How Government Budget Value Release Affects The Price Charts
In the US, the Department of the Treasury is responsible for the release of the Monthly Treasury Statement. This statement contains the Federal Budget Balance, which is synonymous to the Government Budget Value. It measures the difference in value between the federal government’s income and spending during the previous month. The most recent release was on August 12, 2020, at 2.00 PM ET and can be accessed from Investing.com here. A more in-depth review of the Monthly Treasury Statement can be accessed at the US the Department of the Treasury here.
The screengrab below is of the monthly government budget value from Investing.com. On the right is a legend that indicates the level of impact the fundamental indicator has on the USD.
As can be seen, the government budget value data is expected to have a medium impact on the USD upon its release.
The image below shows the recent changes in the monthly government budget value in the US. In July 2020, the government budget value changed from a deficit of $864 billion to $63 billion, beating analysts’ expectations of a $193 billion deficit. This change is positive and, in theory, should make the USD stronger compared to other currencies.
Now, let’s see how this release made an impact on the Forex price charts.
EUR/USD: Before the Monthly Government Budget Value Release on August 12, 2020, Just Before 2.00 PM ET
Before the budget data release, the EUR/USD pair was trading in a subdued uptrend. As seen in the above chart, the 15-minute candles are forming closer to the 20-period Moving Average, whose steepness is decreasing.
EUR/USD: After the Monthly Government Budget Value Release on August 12, 2020, at 2.00 PM ET
After the data release, the pair formed a 15-minute bullish candle, indicating that the USD weakened against the EUR contrary to the expectation. However, the data release was not significant enough to cause a shift in the trading pattern. The pair traded in a neutral trend with candles forming around a flat 20-period Moving Average.
AUD/USD: Before the Monthly Government Budget Value Release on August 12, 2020, Just Before 2.00 PM ET
Before the data release, the AUD/USD pair traded in a steady uptrend with candles forming above a rising 20-period MA.
AUD/USD: After the Monthly Government Budget Value Release on August 12, 2020, at 2.00 PM ET
The pair formed a 15-minute bearish “hammer” candle after the data release. Similar to the EUR/USD, AUD/USD subsequently traded in a neutral trend with the 20-period MA flattening.
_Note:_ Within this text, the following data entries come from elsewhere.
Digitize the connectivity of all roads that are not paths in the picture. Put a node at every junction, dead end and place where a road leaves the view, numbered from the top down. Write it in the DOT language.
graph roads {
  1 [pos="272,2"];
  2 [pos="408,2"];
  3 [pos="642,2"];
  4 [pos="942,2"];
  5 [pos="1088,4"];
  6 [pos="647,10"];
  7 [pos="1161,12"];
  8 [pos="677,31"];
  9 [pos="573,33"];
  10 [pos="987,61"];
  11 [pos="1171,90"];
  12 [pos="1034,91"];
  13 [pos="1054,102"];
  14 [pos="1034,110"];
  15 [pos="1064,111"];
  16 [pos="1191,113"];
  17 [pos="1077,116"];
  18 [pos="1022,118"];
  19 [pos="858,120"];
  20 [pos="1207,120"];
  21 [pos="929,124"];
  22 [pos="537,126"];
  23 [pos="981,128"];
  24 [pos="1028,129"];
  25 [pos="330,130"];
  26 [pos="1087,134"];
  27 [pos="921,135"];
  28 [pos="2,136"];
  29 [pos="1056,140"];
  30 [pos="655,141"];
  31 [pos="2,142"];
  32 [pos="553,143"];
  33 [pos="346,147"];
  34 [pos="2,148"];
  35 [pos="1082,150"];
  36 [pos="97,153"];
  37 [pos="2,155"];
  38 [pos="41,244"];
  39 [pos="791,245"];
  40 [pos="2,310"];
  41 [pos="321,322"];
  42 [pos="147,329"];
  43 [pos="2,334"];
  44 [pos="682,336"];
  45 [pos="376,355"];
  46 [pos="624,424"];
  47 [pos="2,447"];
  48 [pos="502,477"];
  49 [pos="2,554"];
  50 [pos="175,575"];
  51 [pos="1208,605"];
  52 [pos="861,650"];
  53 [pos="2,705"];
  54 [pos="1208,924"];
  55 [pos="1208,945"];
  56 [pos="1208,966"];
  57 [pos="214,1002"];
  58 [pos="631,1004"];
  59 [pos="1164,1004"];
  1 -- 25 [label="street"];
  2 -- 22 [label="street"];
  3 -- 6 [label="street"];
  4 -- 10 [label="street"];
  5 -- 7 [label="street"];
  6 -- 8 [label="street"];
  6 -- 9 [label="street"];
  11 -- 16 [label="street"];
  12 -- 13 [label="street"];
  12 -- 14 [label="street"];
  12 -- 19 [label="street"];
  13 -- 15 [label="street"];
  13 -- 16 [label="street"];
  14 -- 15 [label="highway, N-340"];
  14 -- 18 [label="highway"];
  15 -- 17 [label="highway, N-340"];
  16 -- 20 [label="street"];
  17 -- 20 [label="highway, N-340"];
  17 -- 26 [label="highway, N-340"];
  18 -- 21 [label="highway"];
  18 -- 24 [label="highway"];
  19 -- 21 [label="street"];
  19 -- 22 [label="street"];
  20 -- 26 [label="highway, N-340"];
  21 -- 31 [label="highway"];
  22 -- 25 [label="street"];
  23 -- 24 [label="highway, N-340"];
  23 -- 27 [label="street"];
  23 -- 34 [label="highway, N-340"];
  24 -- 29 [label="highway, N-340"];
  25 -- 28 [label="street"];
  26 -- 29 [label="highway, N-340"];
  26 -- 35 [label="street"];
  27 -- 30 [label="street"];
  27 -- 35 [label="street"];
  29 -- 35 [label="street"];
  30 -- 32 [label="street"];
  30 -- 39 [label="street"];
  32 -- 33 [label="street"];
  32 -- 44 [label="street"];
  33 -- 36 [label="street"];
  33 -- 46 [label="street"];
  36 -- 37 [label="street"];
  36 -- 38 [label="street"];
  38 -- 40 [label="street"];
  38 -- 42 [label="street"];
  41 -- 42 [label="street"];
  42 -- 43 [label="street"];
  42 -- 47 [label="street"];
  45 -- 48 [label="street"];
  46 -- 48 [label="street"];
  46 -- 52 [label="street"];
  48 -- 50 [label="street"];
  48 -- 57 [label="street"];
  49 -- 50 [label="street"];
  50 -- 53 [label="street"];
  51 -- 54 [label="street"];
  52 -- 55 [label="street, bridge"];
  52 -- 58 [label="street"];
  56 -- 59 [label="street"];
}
NZD/USD: Before the Monthly Government Budget Value Release on August 12, 2020, Just Before 2.00 PM ET
NZD/USD: After the Monthly Government Budget Value Release on August 12, 2020, at 2.00 PM ET
NZD/USD pair showed a similar steady uptrend as observed with the AUD/USD before the data release. The pair formed a 15-minute bearish candle. It subsequently traded in the neutral pattern observed with the other pairs.
For economists, the monthly government budget value is an invaluable indicator showing the trends in government budget deficit, revenue, and expenditures. However, in the forex market, this fundamental indicator does not produce significant price action changes, as observed in the above analyses.